> YOUR OBJECTIVE:
Start at the line below containing "thumb mcp: (165, 657)" and stop at the line containing "pinky mcp: (111, 615)". Repeat every line of that stretch exactly, and nothing outside it.

[Records from a dataset]
▬▬▬▬▬▬▬▬▬▬
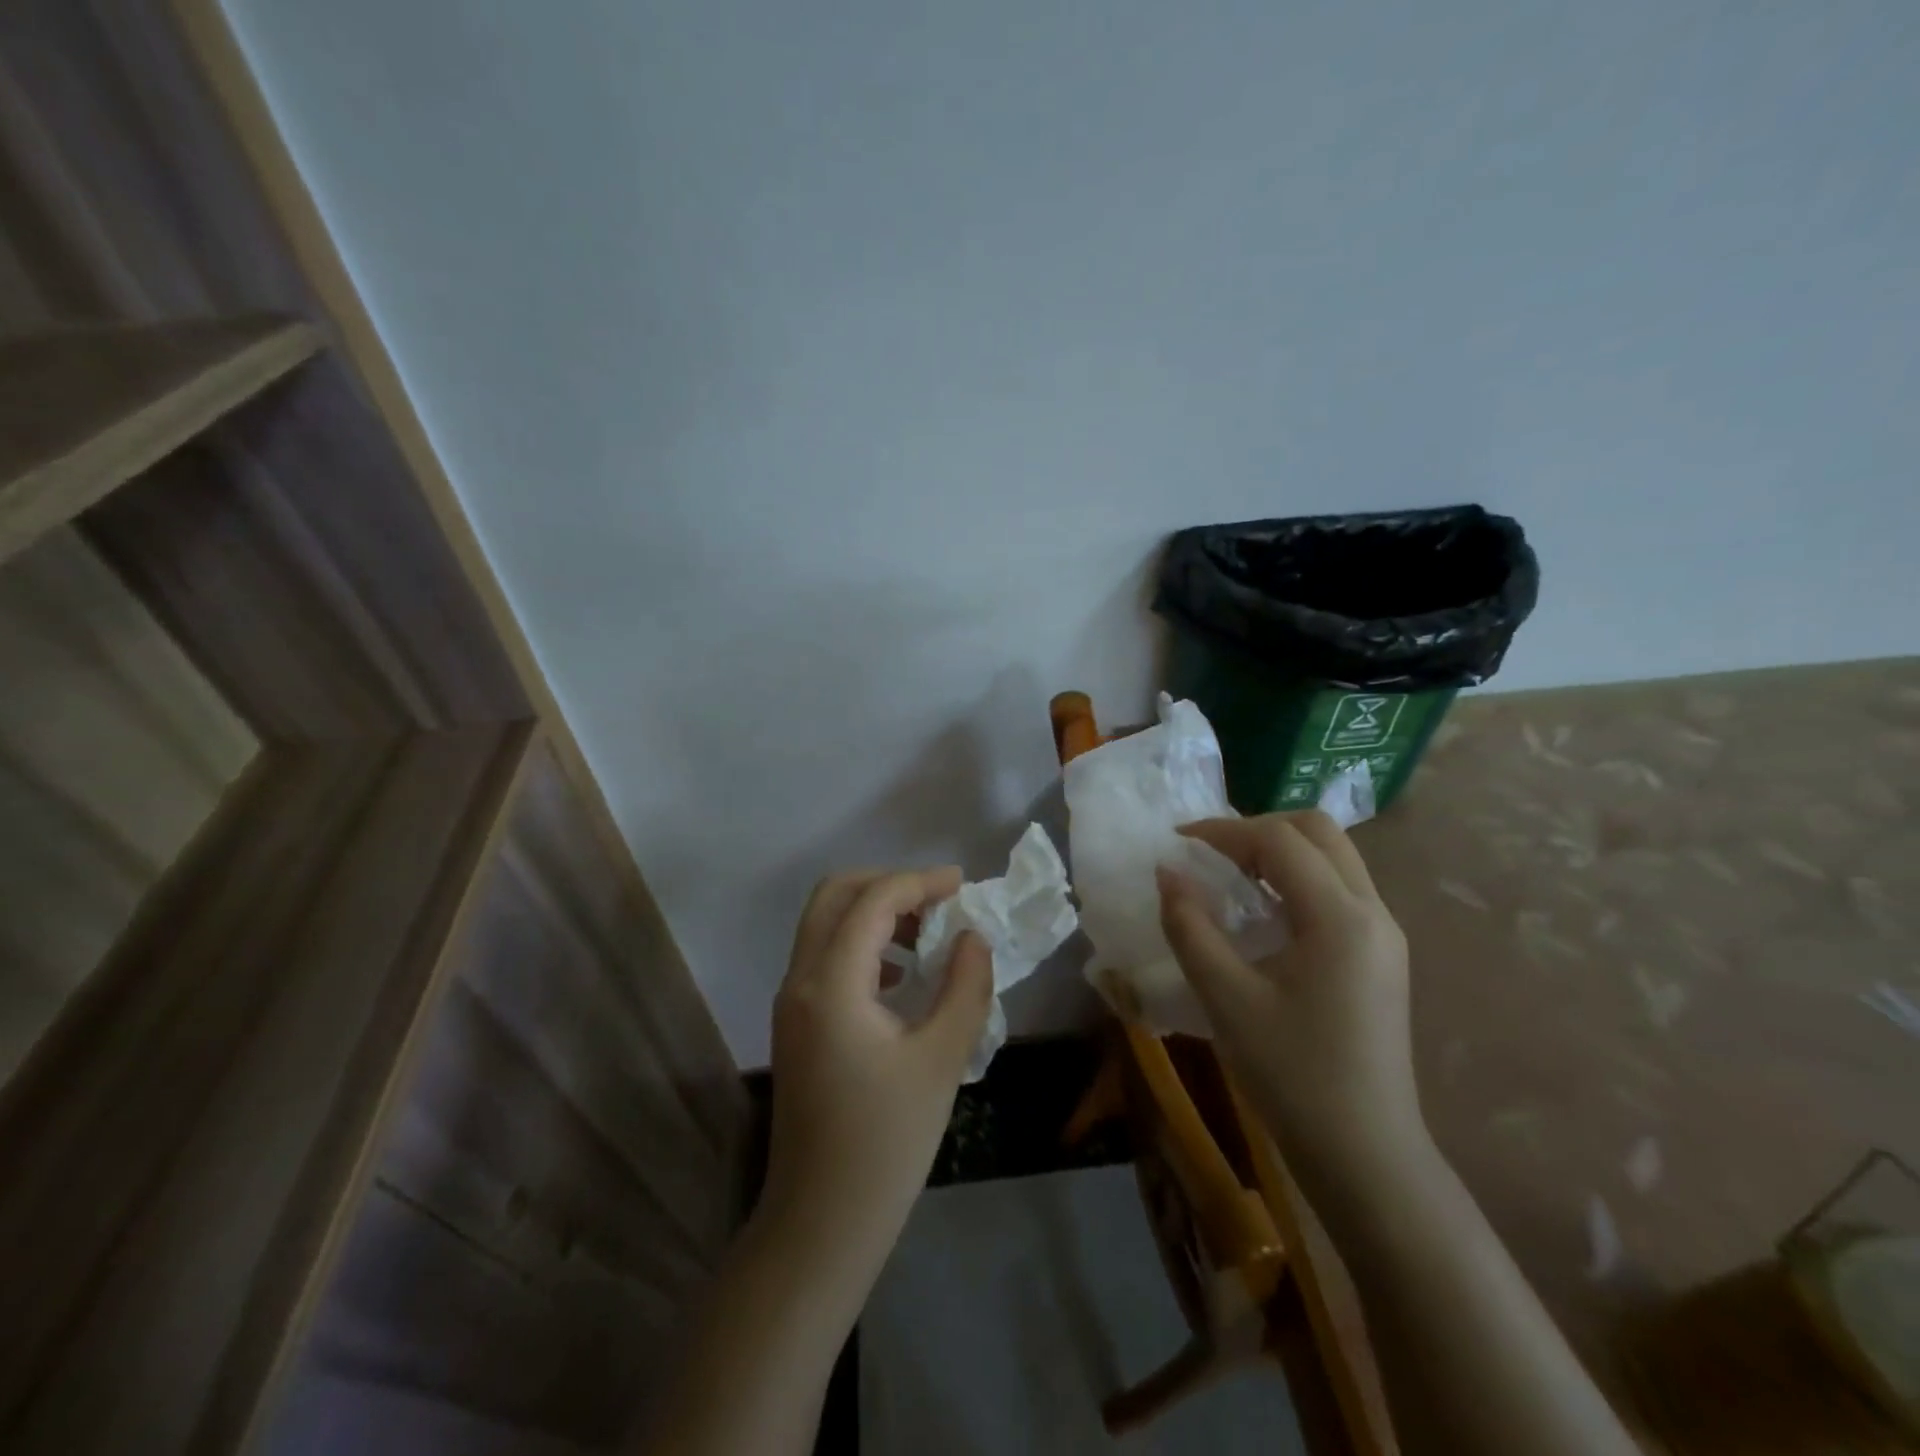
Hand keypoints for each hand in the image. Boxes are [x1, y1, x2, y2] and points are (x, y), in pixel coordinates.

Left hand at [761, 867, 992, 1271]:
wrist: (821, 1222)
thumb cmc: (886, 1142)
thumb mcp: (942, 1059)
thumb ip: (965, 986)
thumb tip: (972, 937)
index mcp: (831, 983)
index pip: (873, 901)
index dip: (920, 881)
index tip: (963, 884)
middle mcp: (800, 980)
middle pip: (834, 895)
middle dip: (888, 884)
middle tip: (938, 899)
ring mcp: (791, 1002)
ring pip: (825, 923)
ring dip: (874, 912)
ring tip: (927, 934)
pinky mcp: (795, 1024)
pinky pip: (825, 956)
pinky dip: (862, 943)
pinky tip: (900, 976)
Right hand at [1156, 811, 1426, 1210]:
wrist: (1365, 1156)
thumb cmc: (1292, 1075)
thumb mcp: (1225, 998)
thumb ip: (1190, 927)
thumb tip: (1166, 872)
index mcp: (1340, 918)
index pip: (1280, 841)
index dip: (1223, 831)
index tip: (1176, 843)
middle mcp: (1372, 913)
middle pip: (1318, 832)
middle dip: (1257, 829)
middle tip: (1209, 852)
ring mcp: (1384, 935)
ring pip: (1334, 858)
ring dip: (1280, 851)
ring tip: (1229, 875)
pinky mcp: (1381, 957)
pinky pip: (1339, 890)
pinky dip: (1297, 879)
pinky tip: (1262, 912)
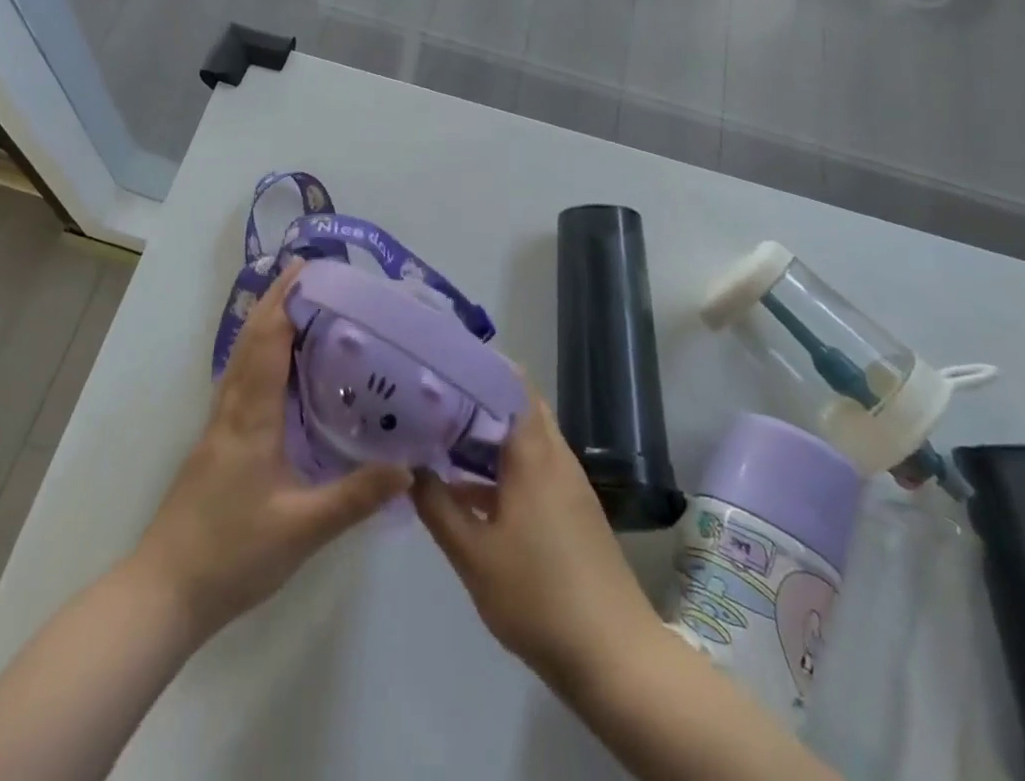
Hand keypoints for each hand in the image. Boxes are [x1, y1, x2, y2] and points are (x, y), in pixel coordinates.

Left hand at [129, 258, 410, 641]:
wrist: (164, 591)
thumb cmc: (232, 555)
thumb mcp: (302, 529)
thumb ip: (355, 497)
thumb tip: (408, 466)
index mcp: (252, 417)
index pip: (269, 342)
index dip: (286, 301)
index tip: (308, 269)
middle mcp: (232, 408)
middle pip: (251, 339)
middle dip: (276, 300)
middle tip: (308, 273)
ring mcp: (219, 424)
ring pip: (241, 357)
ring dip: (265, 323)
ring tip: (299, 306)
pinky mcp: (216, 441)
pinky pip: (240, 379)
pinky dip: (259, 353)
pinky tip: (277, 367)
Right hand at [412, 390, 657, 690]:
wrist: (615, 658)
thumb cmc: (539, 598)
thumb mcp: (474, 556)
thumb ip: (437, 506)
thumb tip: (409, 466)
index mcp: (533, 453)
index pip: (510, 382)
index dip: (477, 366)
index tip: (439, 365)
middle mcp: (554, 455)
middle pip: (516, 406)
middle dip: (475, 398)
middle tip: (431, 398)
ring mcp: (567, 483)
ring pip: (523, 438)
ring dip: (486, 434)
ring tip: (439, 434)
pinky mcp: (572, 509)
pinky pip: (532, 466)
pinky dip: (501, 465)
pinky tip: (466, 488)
▬▬▬▬▬▬▬▬▬▬
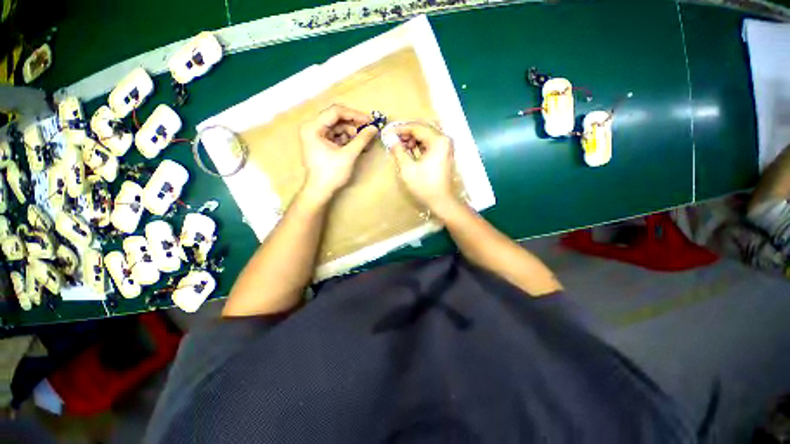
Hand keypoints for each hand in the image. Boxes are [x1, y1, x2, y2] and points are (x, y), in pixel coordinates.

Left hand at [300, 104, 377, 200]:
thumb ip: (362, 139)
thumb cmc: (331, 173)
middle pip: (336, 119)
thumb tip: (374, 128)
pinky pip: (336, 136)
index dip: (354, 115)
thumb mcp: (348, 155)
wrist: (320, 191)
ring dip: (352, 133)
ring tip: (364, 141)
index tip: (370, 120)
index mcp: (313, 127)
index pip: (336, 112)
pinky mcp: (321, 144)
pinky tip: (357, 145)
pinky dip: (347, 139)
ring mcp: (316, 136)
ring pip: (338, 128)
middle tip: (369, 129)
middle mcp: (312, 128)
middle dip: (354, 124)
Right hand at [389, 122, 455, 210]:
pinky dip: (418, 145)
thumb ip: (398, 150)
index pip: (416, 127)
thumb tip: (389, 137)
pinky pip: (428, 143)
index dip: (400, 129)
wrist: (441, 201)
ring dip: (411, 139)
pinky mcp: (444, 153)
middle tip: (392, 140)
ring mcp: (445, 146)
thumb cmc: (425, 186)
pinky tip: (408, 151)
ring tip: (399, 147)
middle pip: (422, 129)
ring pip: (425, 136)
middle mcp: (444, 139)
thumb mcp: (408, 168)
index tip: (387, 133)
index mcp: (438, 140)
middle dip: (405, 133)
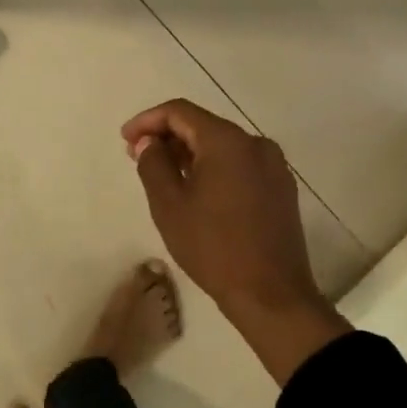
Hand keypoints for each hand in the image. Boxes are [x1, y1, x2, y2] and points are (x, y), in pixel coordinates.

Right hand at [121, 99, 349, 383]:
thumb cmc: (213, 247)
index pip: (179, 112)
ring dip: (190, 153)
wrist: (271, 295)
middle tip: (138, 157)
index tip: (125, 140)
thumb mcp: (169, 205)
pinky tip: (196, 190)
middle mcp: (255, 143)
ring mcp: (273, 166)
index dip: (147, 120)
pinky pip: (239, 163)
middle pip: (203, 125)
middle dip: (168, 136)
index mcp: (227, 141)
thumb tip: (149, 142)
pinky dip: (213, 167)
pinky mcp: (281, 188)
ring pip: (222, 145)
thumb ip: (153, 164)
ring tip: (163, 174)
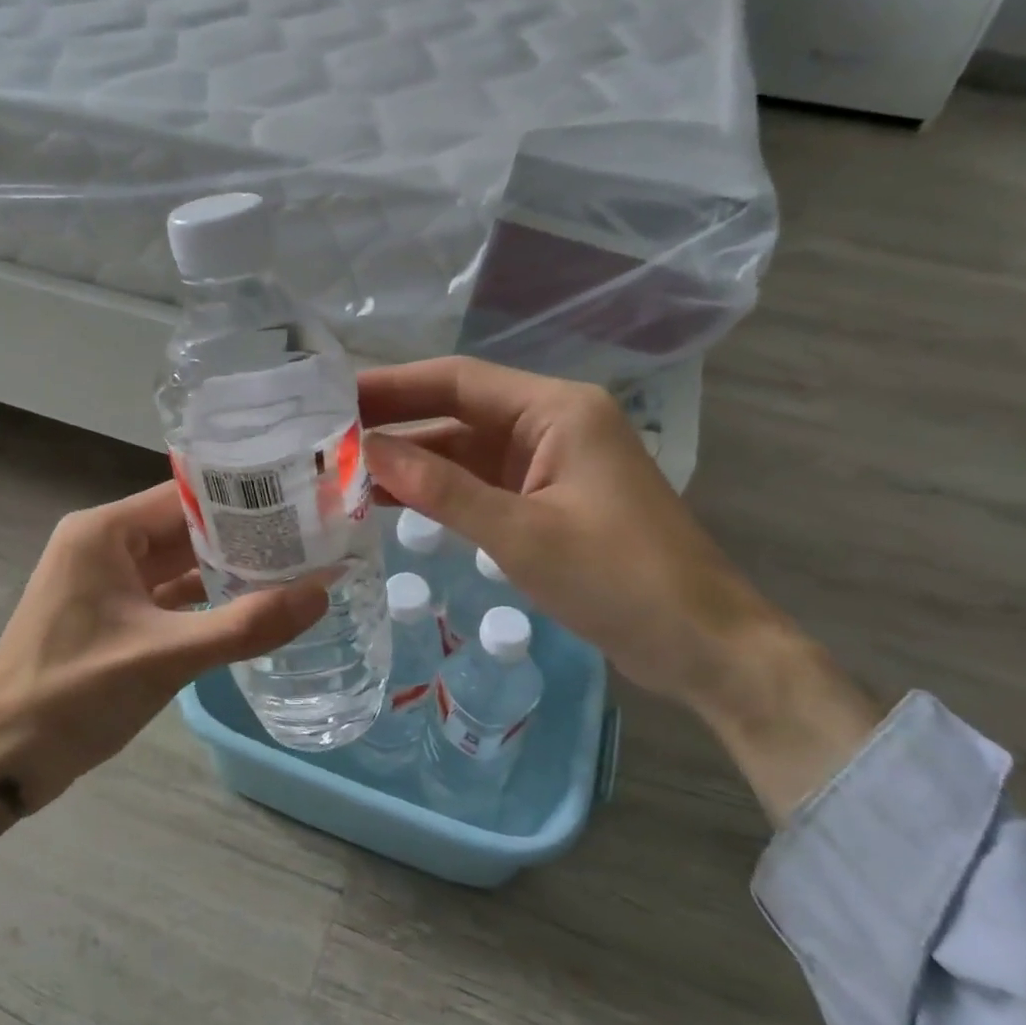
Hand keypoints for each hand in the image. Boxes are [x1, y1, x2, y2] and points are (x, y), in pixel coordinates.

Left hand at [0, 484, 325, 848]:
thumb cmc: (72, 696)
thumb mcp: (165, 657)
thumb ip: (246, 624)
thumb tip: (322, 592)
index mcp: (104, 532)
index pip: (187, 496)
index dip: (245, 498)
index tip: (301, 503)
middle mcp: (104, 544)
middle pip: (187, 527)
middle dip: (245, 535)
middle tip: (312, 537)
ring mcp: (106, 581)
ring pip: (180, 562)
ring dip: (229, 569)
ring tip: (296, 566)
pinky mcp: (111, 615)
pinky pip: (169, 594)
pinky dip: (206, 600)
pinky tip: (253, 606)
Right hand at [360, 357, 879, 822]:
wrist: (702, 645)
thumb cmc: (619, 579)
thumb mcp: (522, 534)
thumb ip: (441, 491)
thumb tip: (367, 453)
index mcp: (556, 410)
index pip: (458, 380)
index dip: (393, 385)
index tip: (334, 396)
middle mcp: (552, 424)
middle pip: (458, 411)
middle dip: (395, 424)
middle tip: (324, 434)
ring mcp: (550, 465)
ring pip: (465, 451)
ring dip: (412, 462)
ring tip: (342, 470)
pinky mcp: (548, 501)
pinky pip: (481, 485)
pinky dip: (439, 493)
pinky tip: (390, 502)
▬▬▬▬▬▬▬▬▬▬
> REPLY:
thumb mcp: (165, 657)
thumb ip: (246, 624)
thumb tip: (322, 592)
index mcp: (104, 532)
index pip: (187, 496)
index dip: (245, 498)
index tip: (301, 503)
middle mcp: (104, 544)
middle pip: (187, 527)
middle dip: (245, 535)
middle tip: (312, 537)
ring mcp: (106, 581)
ring pip: (180, 562)
ring dip: (229, 569)
ring tip: (296, 566)
pinky mcp: (111, 615)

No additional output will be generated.